The largest randomized control trial by Gray was powered to look at differences in mortality in patients with AHF who were initially treated in the ambulance by physicians [10••]. They compared CPAP to BiPAP and standard oxygen therapy in a 1:1:1 randomization schema. They enrolled a total of 1069 patients (CPAP = 346, BiPAP = 356, standard oxygen therapy = 367) and found non-invasive ventilation led to greater improvement at 1 h in patient’s subjective breathlessness as well as their heart rate, acidosis as determined by ABG, and hypercapnia. However, they did not find a difference in rate of intubation (2.8 % overall) or 7 day mortality for non-invasive ventilation versus standard oxygen therapy alone. Further, there was no significant difference in MI between NIV and standard therapy, or between BiPAP and CPAP. This study is the largest to date, and suggests NIV is an excellent therapy to improve oxygenation, ventilation and work of breathing, but may have no impact on rates of intubation or mortality.
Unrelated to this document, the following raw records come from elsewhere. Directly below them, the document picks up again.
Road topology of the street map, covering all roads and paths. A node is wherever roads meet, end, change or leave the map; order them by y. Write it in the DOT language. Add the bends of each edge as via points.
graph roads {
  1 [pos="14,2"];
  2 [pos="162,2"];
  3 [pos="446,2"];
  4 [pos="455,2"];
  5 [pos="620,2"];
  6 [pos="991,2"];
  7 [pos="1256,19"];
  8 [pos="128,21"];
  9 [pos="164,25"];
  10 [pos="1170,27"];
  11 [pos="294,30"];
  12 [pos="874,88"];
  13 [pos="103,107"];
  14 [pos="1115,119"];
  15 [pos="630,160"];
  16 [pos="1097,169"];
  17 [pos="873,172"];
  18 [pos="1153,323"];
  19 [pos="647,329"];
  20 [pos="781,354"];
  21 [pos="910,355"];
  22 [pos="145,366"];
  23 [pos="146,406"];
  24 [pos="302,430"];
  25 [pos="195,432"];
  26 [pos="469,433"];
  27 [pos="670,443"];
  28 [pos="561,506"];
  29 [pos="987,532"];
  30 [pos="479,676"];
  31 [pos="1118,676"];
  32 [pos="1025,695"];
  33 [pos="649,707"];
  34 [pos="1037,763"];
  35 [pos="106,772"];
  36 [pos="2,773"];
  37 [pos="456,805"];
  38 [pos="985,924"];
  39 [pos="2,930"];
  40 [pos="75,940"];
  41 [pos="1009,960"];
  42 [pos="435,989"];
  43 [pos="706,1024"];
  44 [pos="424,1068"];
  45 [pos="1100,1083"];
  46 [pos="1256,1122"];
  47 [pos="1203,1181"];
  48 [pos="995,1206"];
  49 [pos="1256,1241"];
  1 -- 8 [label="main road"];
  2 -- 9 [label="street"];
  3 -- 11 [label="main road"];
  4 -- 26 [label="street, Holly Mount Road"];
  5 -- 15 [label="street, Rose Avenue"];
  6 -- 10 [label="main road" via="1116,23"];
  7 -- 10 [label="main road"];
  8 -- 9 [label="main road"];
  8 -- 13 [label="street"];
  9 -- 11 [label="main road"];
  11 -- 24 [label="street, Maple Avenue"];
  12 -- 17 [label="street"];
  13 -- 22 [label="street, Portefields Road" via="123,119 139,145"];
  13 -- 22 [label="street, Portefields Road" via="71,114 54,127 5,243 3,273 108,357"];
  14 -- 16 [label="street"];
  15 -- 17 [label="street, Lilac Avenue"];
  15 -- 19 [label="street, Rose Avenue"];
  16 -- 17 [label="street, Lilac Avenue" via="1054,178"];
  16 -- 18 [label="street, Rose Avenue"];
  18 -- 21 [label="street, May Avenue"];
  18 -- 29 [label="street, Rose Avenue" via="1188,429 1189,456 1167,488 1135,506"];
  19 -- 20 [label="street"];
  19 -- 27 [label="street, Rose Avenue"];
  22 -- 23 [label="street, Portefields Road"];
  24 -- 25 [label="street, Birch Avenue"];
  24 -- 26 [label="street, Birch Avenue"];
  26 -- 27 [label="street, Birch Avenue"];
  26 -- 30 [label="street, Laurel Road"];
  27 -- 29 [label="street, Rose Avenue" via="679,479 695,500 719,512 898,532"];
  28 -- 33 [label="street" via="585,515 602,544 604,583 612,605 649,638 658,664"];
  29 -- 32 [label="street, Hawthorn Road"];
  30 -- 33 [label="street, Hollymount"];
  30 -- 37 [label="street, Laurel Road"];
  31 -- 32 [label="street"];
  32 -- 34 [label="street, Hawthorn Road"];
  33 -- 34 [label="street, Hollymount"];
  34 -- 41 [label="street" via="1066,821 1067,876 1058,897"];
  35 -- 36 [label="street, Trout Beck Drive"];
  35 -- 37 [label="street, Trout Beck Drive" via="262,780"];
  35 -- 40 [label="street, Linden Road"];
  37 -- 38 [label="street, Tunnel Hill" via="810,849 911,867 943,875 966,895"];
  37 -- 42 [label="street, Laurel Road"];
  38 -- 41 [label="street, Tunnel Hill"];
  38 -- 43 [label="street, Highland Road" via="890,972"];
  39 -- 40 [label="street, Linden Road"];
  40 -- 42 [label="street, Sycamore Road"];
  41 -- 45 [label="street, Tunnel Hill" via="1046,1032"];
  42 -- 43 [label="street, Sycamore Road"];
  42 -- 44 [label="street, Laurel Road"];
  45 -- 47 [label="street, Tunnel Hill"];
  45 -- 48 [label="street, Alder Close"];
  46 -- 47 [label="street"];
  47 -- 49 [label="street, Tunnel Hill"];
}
Importantly, it provides therapeutic respiratory support for the patient while other AHF therapies are delivered.

Conclusions

In conclusion, although a large randomized trial suggests there is no impact on mortality, the preponderance of the available evidence suggests NIV results in improvement in breathlessness, ventilation and oxygenation, with perhaps a decreased need for endotracheal intubation. This has the potential to decrease cost, complications such as ventilator-associated pneumonia, and the symptoms of ED patients presenting with acute pulmonary edema due to AHF.